# Fan making lot of Sound.



## FasTrack (Dec 11, 2004)

I have a p-III System and from yesterday, the system fan has been making very loud noise.

How do i stop that ?, Its very irritating.


----------



## grinning_devil (Dec 11, 2004)

8) ..try cleaning ur fan with a brush...
do check if any cable from SMPS is coming in contact with it..

but DO NOT TRY TO OPEN IT  
u know what i mean!!!


----------



## FasTrack (Dec 13, 2004)

Yes, i cleaned it, no effect.


----------



## grinning_devil (Dec 13, 2004)

...hey budddddy....ur hearing power is restored!!!!!

dats why ur hearing evrything normal now!!!


----------



## pimpom (Dec 13, 2004)

If cleaning hasn't solved the problem and the blades are not brushing against anything, see if the fan is firmly attached. If it's screwed on, check the screws. If it's still not that, peel off the sticker and apply a small gob of grease on the bearing or bushing.

If that does not cure it, it's time to replace the fan. Even if you can live with the noise, it's probably nearing the end of its useful life.

Some noisy fans can keep on working for a long time, but since it's a P-3, it's probably quite a few years old. And it may stop or slow down too much to give adequate cooling without your noticing it, and your processor will be fried.

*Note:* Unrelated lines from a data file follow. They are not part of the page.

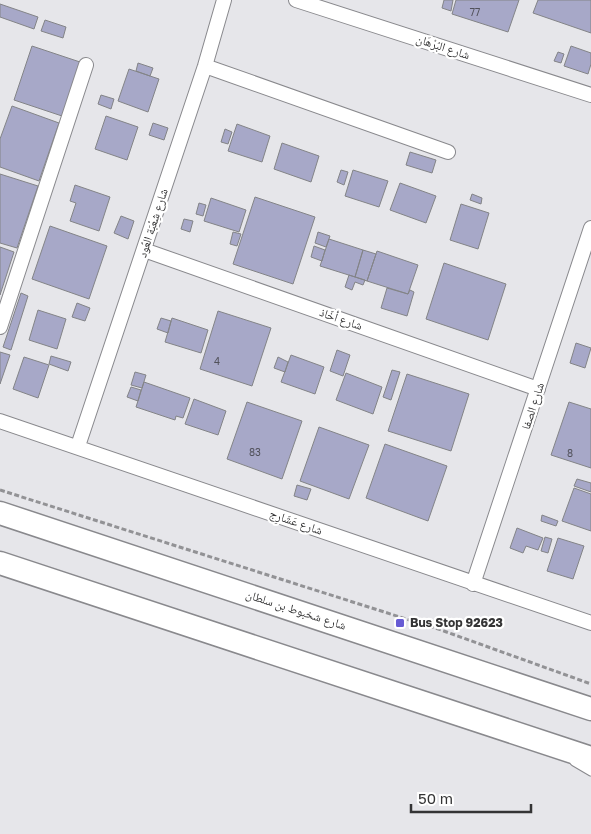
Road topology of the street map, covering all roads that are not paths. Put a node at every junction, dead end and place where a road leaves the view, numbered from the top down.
1 (224, 0) edge
2 (296, 0) edge
3 (86, 65) dead end
4 (204, 66) junction
5 (591, 95) edge
6 (448, 152) dead end
7 (591, 228) edge
8 (144, 250) junction
9 (0, 327) edge
10 (538, 389) junction
11 (0, 421) edge
12 (78, 446) junction
13 (3, 513) edge
14 (0, 562) edge
15 (473, 584) junction
16 (591, 623) edge
17 (591, 709) edge
18 (550, 743) junction
19 (591, 758) edge
20 (591, 772) edge

1 - 4 street, شارع شِعْبَة العُود
2 - 5 street, شارع البُرْهَان
3 - 9 street
4 - 6 street
4 - 8 street, شارع شِعْبَة العُود
7 - 10 street, شارع الصفا
8 - 10 street, شارع أخّاذ
8 - 12 street, شارع شِعْبَة العُود
10 - 15 street, شارع الصفا
11 - 12 street, شارع عَشَارِج
12 - 15 street, شارع عَشَارِج
13 - 17 main road, شارع شخبوط بن سلطان
14 - 18 main road
15 - 16 street, شارع عَشَارِج
18 - 19 main road
18 - 20 lane

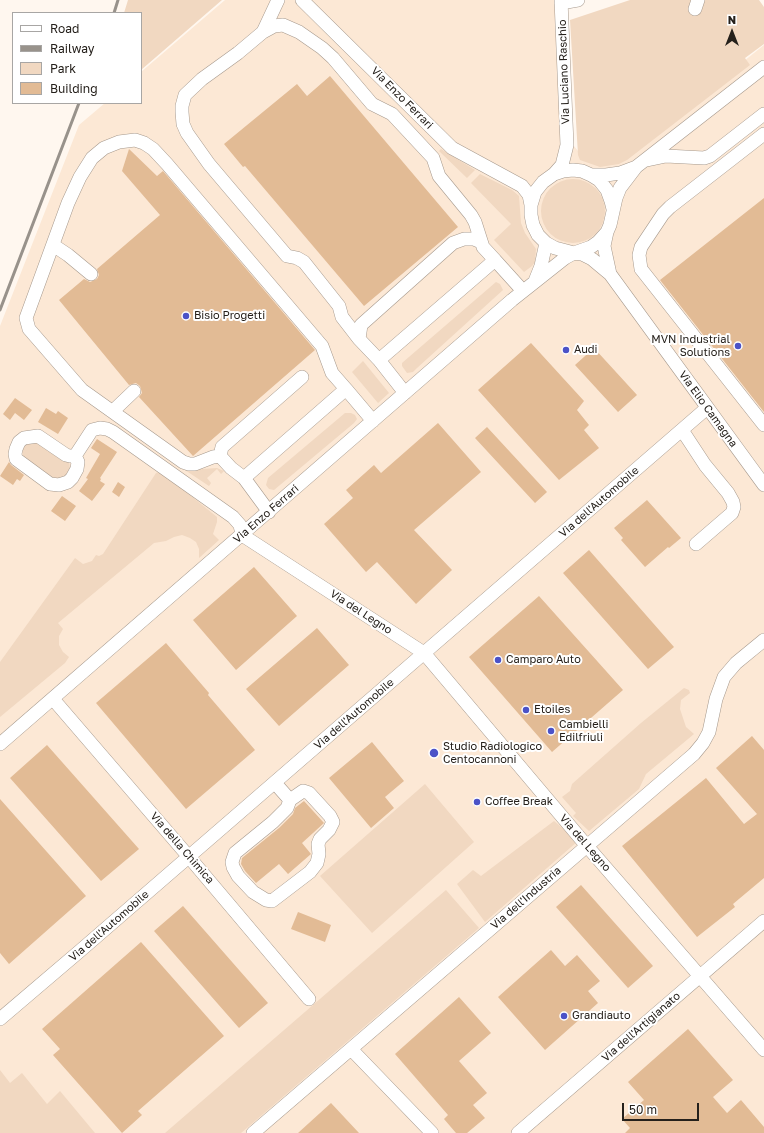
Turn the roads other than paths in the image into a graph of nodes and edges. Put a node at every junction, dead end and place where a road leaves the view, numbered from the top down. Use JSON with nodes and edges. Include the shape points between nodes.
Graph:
{"nodes":[{"id":1,"x":278,"y":0,"type":"edge"},
{"id":2,"x":302,"y":0,"type":"edge"},
{"id":3,"x":578,"y":0,"type":"edge"},
{"id":4,"x":561,"y":1,"type":"edge"},
{"id":5,"x":263,"y":32,"type":"junction"},
{"id":6,"x":764,"y":67,"type":"edge"},
{"id":7,"x":764,"y":114,"type":"edge"},
{"id":8,"x":764,"y":134,"type":"edge"},
{"id":9,"x":567,"y":145,"type":"junction"},
{"id":10,"x":639,"y":165,"type":"junction"},
{"id":11,"x":587,"y":173,"type":"junction"},
{"id":12,"x":554,"y":174,"type":"junction"},
{"id":13,"x":513,"y":181,"type":"junction"},
{"id":14,"x":543,"y":182,"type":"junction"},
{"id":15,"x":531,"y":204,"type":"junction"},
{"id":16,"x":613,"y":209,"type":"junction"},
{"id":17,"x":607,"y":232,"type":"junction"},
{"id":18,"x":481,"y":242,"type":"junction"},
{"id":19,"x":546,"y":243,"type":"junction"},
{"id":20,"x":53,"y":245,"type":"junction"},
{"id":21,"x":574,"y":253,"type":"junction"},
{"id":22,"x":495,"y":260,"type":"junction"},
{"id":23,"x":91,"y":274,"type":"dead end"},
{"id":24,"x":610,"y":274,"type":"junction"},
{"id":25,"x":528,"y":288,"type":"junction"},
{"id":26,"x":359,"y":340,"type":"junction"},
{"id":27,"x":379,"y":360,"type":"junction"},
{"id":28,"x":302,"y":377,"type":"dead end"},
{"id":29,"x":346,"y":389,"type":"junction"},
{"id":30,"x":134,"y":391,"type":"dead end"},
{"id":31,"x":405,"y":393,"type":"junction"},
{"id":32,"x":707,"y":408,"type":"junction"},
{"id":33,"x":113,"y":411,"type":"junction"},
{"id":34,"x":373,"y":421,"type":"junction"},
{"id":35,"x":764,"y":425,"type":"edge"},
{"id":36,"x":682,"y":430,"type":"junction"},
{"id":37,"x":75,"y":456,"type":"junction"},
{"id":38,"x":220,"y":456,"type":"junction"},
{"id":39,"x":244,"y":478,"type":"junction"},
{"id":40,"x":764,"y":485,"type":"edge"},
{"id":41,"x":269,"y":512,"type":"junction"},
{"id":42,"x":242,"y":535,"type":"junction"},
{"id":43,"x":696,"y":544,"type":"dead end"},
{"id":44,"x":764,"y":640,"type":"edge"},
{"id":45,"x":424,"y":653,"type":"junction"},
{"id":46,"x":53,"y":699,"type":"junction"},
{"id":47,"x":0,"y":744,"type":"edge"},
{"id":48,"x":275,"y":782,"type":"junction"},
{"id":49,"x":290,"y":800,"type":"junction"},
{"id":50,"x":586,"y":846,"type":"junction"},
{"id":51,"x":189,"y":857,"type":"junction"},
{"id":52,"x":764,"y":921,"type":"edge"},
{"id":53,"x":700,"y":976,"type":"junction"},
{"id":54,"x":309,"y":999,"type":"dead end"},
{"id":55,"x":0,"y":1019,"type":"edge"},
{"id":56,"x":351,"y":1049,"type":"junction"},
{"id":57,"x":764,"y":1050,"type":"edge"},
{"id":58,"x":524,"y":1131,"type":"edge"},
{"id":59,"x":253,"y":1133,"type":"edge"},
{"id":60,"x":432,"y":1133,"type":"edge"}],
"edges":[{"from":1,"to":5,"type":"street"},
{"from":2,"to":13,"type":"street","name":"Via Enzo Ferrari","via":[[452,148]]},
{"from":3,"to":4,"type":"street"},
{"from":4,"to":9,"type":"street","name":"Via Luciano Raschio"},
{"from":5,"to":18,"type":"street","via":[[274,26],[283,25],[299,32],[333,58],[372,104],[400,121],[434,158],[439,176],[476,222]]},
{"from":5,"to":26,"type":"street","via":[[185,95],[182,106],[183,124],[209,164],[287,256],[304,262],[339,306],[342,317]]},
{"from":6,"to":10,"type":"street"},
{"from":7,"to":10,"type":"street","via":[[710,156],[659,157]]},
{"from":8,"to":35,"type":"street","via":[[670,207],[641,247],[639,255],[641,269]]},
{"from":9,"to":11,"type":"street","name":"Via Luciano Raschio","via":[[574,163]]},
{"from":9,"to":12,"type":"street","name":"Via Luciano Raschio","via":[[562,165]]},
{"from":10,"to":11,"type":"street","via":[[620,173]]},
{"from":10,"to":16,"type":"street","via":[[620,188]]},
{"from":11,"to":12,"type":"street","name":"Via Luciano Raschio","via":[[563,171]]},
{"from":11,"to":16,"type":"street","name":"Via Luciano Raschio","via":[[599,180]]},
{"from":12,"to":14,"type":"street","name":"Via Luciano Raschio"},
{"from":13,"to":14,"type":"street","name":"Via Enzo Ferrari"},
{"from":13,"to":15,"type":"street","name":"Via Enzo Ferrari","via":[[526,190]]},
{"from":14,"to":15,"type":"street","name":"Via Luciano Raschio","via":[[535,192]]},
{"from":15,"to":19,"type":"street","via":[[533,226]]},
{"from":16,"to":17,"type":"street"},
{"from":17,"to":21,"type":"street","via":[[591,247]]},
{"from":17,"to":24,"type":"street","name":"Via Elio Camagna","via":[[604,246]]},
{"from":18,"to":22,"type":"street"},
{"from":18,"to":26,"type":"street","via":[[464,239],[452,243],[361,325]]},
{"from":19,"to":21,"type":"street","via":[[554,248]]},
{"from":19,"to":25,"type":"street","name":"Via Enzo Ferrari","via":[[541,266]]},
{"from":20,"to":23,"type":"street"},
{"from":20,"to":29,"type":"street","via":[[73,191],[92,158],[104,148],[119,142],[135,140],[144,143],[167,164],[322,346],[332,373]]},
{"from":20,"to":33,"type":"street","via":[[26,318],[29,329],[82,390]]},
{"from":21,"to":24,"type":"street","name":"Via Elio Camagna","via":[[592,259]]},
{"from":21,"to":25,"type":"street","name":"Via Enzo Ferrari"},
{"from":22,"to":25,"type":"street"},
{"from":22,"to":27,"type":"street"},
{"from":24,"to":32,"type":"street","name":"Via Elio Camagna"},
{"from":25,"to":31,"type":"street","name":"Via Enzo Ferrari"},
{"from":26,"to":27,"type":"street"},
{"from":27,"to":31,"type":"street"},
{"from":28,"to":38,"type":"street","via":[[222,447]]},
{"from":29,"to":34,"type":"street"},
{"from":29,"to":39,"type":"street"},
{"from":30,"to":33,"type":"street"},
{"from":31,"to":34,"type":"street","name":"Via Enzo Ferrari"},
{"from":32,"to":36,"type":"street","name":"Via dell'Automobile"},
{"from":32,"to":40,"type":"street","name":"Via Elio Camagna"},
{"from":33,"to":38,"type":"street","via":[[183,462],[195,464]]},
{"from":34,"to":41,"type":"street","name":"Via Enzo Ferrari"},
{"from":36,"to":43,"type":"street","via":[[728,493],[734,507],[732,513]]},
{"from":36,"to":45,"type":"street","name":"Via dell'Automobile"},
{"from":37,"to":37,"type":"street","via":[[78,462],[72,478],[59,485],[50,484],[16,458],[16,449],[24,438],[38,436],[66,455]]},
{"from":37,"to":42,"type":"street","via":[[92,430],[107,429],[233,517],[240,525]]},
{"from":38,"to":39,"type":"street"},
{"from":39,"to":41,"type":"street"},
{"from":41,"to":42,"type":"street","name":"Via Enzo Ferrari"},
{"from":42,"to":45,"type":"street","name":"Via del Legno"},
{"from":42,"to":46,"type":"street","name":"Via Enzo Ferrari"},
{"from":44,"to":50,"type":"street","name":"Via dell'Industria","via":[[736,663],[724,677],[716,699],[710,732],[694,754]]},
{"from":45,"to":48,"type":"street","name":"Via dell'Automobile"},
{"from":45,"to":50,"type":"street","name":"Via del Legno"},
{"from":46,"to":47,"type":"street","name":"Via Enzo Ferrari"},
{"from":46,"to":51,"type":"street","name":"Via della Chimica"},
{"from":48,"to":49,"type":"street"},
{"from":48,"to":51,"type":"street","name":"Via dell'Automobile"},
{"from":49,"to":49,"type":"street","via":[[303,791],[309,793],[333,822],[320,839],[317,863],[310,872],[272,901],[266,900],[253,892],[238,876],[232,862],[236,853],[287,808]]},
{"from":50,"to":53,"type":"street","name":"Via del Legno"},
{"from":50,"to":56,"type":"street","name":"Via dell'Industria"},
{"from":51,"to":54,"type":"street","name":"Via della Chimica"},
{"from":51,"to":55,"type":"street","name":"Via dell'Automobile"},
{"from":52,"to":53,"type":"street","name":"Via dell'Artigianato"},
{"from":53,"to":57,"type":"street","name":"Via del Legno"},
{"from":53,"to":58,"type":"street","name":"Via dell'Artigianato"},
{"from":56,"to":59,"type":"street","name":"Via dell'Industria"},
{"from":56,"to":60,"type":"street"}]}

Fans are much cheaper to replace.


----------



## Santosh Halemani (Dec 13, 2004)

i think it dosen't need a replacment and pinpom suggest something good .fasttrack, i to have a noisy fan but i work with my pc for 5 to 9 hrs.that will explain to overcome the noise and pay attention to what u r doing.


----------



## FasTrack (Dec 13, 2004)

> i think it dosen't need a replacment and pinpom suggest something good .fasttrack, i to have a noisy fan but i work with my pc for 5 to 9 hrs.that will explain to overcome the noise and pay attention to what u r doing.



Sorry dude, I have posted here to solve the problem I have and If you can go on It's well and good, but I need a solution. Thanks.



> apply a small gob of grease on the bearing or bushing.



O.k I'll let u know after I do it. Thank You.


----------



## theraven (Dec 13, 2004)

dude 
a new fan costs like 50 bucks or so
ur fan motor is probably damaged and will give in anytime ...
U CANNOT FIX IT IF THATS THE CASE !

most of these guys know what they are talkin abt ...
listen !!
its better than having a bust fan and then not being able to use ur pc for a few days 
or even worse ur pc overheating bcuz ur fan isnt workin poperly !

since u mentioned its a p3 .. im sure its the kind that doesnt even use a molex connector ?
u can try it on a friends pc or something .. to check if thats the problem ..
or it COULD be that ur 2 wires are giving in excess of 5 volts to the fan which is makin it run faster than its supposed to hence causin unnecessary vibration and consequently noise !
if u are a technical person use a multimeter to check the voltage between the 2 terminals


----------



## richard nightly (Dec 14, 2004)

Use 3x1 oil on fan bearing... check the link.
I have done this and it made the fan work as good as new.

*www.dansdata.com/fanmaint.htm


----------



## FasTrack (Dec 15, 2004)

> since u mentioned its a p3 .. im sure its the kind that doesnt even use a molex connector ?



Whats a Molex Connector ????

I am getting the fan replaced.


----------



## pimpom (Dec 15, 2004)

Molex is the name of a company that makes different types of connectors, but the connector that is most commonly associated with the name Molex in a computer is the 4-pin power supply connector that carries +5 and +12V supply. Red wire for +5V, yellow for +12V and two black wires for ground/negative.


----------



## pimpom (Dec 15, 2004)

P.S. : Another example of a connector that bears the name of a company is the RCA plug. RCA was one of the giant pioneer companies in electronics and was originally called Radio Corporation of America, but they became universally known by the abbreviation, so they officially changed the name to RCA Corporation in 1968. Now it's a part of the Harris Semiconductor group of companies.


----------



## Tron91 (Jun 14, 2010)

Might be a setting in the BIOS also. My MoBo have a Q-Fan control in the BIOS and based on this setting too, the fans sound can be controlled to an extent. But I doubt if P-3 boards had this setting. i say better to get a new fan, then risking the processor getting busted.


----------